Time-reversal symmetry (blue parts)

$\displaystyle \vert u_{n}({\bf k})\rangle=\Theta\vert u_{n}(-{\bf k})\rangle
-\vert u^{*\alpha}_{n}(-{\bf k})\rangle\vert\beta\rangle$      

Kramars degenerates (yellow points)

$\displaystyle \vert u_{2n}({\bf k})\rangle=\Theta\vert u_{2n-1}(-{\bf k})\rangle$      

In this calcuation, the eigenvalue problems are solved on the half of integration interval, in other words, the quarter of Brillouin zone as shown in Fig. 75.

Figure 75: Gauge fixing on the half Brillouin zone. We fix the wavefunction's gauges as red parts satisfying the translational symmetry, blue parts satisfying the time-reversal symmetry, and yellow points satisfying the Kramars degeneracies.

When we perform the integrals on the other area, we generate wave functions by fixing wavefunction's gauges on the symmetrically corresponding plaquette, and perform the integral.
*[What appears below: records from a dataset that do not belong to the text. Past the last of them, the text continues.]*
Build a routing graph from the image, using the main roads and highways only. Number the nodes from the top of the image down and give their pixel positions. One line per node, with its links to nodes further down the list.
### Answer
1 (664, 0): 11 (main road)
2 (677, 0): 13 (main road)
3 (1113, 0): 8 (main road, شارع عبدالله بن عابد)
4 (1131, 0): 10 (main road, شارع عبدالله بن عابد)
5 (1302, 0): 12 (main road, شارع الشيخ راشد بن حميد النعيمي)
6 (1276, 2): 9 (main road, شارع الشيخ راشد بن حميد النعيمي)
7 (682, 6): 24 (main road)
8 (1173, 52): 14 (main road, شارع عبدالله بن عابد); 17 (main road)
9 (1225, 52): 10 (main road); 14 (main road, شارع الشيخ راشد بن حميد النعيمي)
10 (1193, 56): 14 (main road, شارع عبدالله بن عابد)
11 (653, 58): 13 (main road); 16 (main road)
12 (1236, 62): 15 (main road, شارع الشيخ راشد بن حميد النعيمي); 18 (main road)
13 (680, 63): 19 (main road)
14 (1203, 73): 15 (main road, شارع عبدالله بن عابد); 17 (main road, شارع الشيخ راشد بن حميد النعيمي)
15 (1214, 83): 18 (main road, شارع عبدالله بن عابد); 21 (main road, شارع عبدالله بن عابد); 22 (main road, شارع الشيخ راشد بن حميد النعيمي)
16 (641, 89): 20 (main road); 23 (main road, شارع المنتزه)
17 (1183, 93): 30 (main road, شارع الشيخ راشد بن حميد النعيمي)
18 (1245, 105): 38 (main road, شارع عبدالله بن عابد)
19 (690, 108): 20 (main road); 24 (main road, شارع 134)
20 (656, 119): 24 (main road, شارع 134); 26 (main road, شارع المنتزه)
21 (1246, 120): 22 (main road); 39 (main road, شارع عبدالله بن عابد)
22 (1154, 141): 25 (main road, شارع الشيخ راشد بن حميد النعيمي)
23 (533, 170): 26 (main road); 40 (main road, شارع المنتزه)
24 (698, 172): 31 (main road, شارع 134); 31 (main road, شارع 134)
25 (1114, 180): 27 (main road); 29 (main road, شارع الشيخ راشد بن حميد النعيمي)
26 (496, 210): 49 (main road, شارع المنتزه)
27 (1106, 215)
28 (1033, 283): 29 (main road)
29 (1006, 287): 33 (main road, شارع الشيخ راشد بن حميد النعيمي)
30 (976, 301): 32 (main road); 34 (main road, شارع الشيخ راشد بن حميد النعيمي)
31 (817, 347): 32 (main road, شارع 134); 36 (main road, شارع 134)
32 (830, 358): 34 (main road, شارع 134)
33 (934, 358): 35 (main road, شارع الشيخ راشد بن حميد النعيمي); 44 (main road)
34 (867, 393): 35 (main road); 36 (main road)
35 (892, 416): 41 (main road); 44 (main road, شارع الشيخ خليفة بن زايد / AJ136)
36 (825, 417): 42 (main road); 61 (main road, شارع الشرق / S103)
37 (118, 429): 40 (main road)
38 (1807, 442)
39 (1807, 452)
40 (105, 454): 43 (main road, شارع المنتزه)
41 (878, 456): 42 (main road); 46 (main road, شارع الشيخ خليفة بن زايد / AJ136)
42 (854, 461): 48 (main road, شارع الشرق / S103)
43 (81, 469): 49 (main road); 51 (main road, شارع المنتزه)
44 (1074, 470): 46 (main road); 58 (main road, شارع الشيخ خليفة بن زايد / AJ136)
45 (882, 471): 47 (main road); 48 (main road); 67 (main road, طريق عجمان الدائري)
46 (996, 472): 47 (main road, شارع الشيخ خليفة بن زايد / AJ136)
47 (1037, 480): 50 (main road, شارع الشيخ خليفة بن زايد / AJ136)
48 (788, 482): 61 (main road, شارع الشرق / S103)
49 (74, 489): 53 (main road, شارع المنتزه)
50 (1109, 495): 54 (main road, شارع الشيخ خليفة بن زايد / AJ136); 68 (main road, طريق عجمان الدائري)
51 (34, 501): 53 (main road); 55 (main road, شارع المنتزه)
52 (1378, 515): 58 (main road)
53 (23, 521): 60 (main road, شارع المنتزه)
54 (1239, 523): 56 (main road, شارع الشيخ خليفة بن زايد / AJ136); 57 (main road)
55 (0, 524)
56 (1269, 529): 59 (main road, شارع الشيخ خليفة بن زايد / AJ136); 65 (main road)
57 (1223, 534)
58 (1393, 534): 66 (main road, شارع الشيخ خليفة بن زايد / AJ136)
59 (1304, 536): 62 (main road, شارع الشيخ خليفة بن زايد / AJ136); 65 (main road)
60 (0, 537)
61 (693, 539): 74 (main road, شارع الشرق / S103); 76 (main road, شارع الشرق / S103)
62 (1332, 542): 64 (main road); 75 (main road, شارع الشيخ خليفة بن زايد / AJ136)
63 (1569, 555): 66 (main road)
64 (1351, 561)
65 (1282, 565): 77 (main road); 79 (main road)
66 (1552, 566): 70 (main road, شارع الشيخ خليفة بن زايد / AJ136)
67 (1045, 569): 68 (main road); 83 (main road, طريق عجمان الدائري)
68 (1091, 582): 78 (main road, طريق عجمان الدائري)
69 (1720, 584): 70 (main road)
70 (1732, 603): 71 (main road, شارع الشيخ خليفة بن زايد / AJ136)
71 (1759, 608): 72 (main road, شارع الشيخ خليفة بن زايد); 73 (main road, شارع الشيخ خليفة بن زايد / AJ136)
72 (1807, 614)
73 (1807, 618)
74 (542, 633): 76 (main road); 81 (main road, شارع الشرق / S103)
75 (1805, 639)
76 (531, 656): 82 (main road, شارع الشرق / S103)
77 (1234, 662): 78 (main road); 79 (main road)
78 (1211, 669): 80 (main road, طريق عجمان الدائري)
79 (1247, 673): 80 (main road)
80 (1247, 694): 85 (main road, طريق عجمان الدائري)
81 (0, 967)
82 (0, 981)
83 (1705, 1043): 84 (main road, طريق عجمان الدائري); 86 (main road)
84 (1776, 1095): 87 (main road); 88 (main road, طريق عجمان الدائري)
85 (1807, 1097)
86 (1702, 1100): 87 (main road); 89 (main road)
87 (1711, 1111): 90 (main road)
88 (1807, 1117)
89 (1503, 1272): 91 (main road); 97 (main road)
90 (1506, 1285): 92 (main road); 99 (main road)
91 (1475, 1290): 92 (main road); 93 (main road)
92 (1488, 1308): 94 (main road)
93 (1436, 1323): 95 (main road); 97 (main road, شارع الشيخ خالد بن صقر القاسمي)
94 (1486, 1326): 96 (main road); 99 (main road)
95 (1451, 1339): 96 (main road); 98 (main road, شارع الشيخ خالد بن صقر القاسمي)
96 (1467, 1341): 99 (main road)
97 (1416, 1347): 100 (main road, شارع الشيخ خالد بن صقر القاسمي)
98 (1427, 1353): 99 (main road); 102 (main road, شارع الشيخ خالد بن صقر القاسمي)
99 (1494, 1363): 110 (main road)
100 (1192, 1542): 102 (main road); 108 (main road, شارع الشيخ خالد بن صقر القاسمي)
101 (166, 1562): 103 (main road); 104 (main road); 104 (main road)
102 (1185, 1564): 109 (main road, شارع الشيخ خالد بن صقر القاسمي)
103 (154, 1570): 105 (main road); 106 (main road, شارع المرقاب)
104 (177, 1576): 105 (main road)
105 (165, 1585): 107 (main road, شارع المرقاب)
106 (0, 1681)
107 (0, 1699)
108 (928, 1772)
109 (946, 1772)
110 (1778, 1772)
In case of the three dimensional system, the Brillouin zone has six time-reversal invariant planes, $k_n=0$, $k_n=\frac{{\bf G}_{n}}{2}$($n=1,2,3$). Thus, six $Z_{2}$ invariants ( $x_{0},x_{\pi},y_{0},y_{\pi},z_{0},z_{\pi}$) can be defined as shown in Fig. 76. Note that these invariants satisfy the following equation:

$\displaystyle x_{0}+x_{\pi} = y_{0}+y_{\pi} = z_{0}+z_{\pi}\ ({\rm mod}\ 2)$      

Therefore, only four invariants become independent parameters. Based on the fact, the $Z_{2}$ invariant in 3D system is defined as
$\displaystyle Z_{2} = (\nu_{0}, \nu_{1}, \nu_{2}, \nu_{3})=(x_{0}+x_{\pi}, x_{\pi}, y_{\pi}, z_{\pi})$      

Especially, the system of $\nu_{0}=1$ is called strong topological insulator because the $Z_{2}=1$ state appears on all the direction in the Brillouin zone.
Figure 76: The six $Z_{2}$ invariants defined on 3D reciprocal lattice space. These invariants satisfy $x_{0}+x_{\pi} = y_{0}+y_{\pi} = z_{0}+z_{\pi}\ ({\rm mod}\ 2)$, and only four invariants become independent parameters.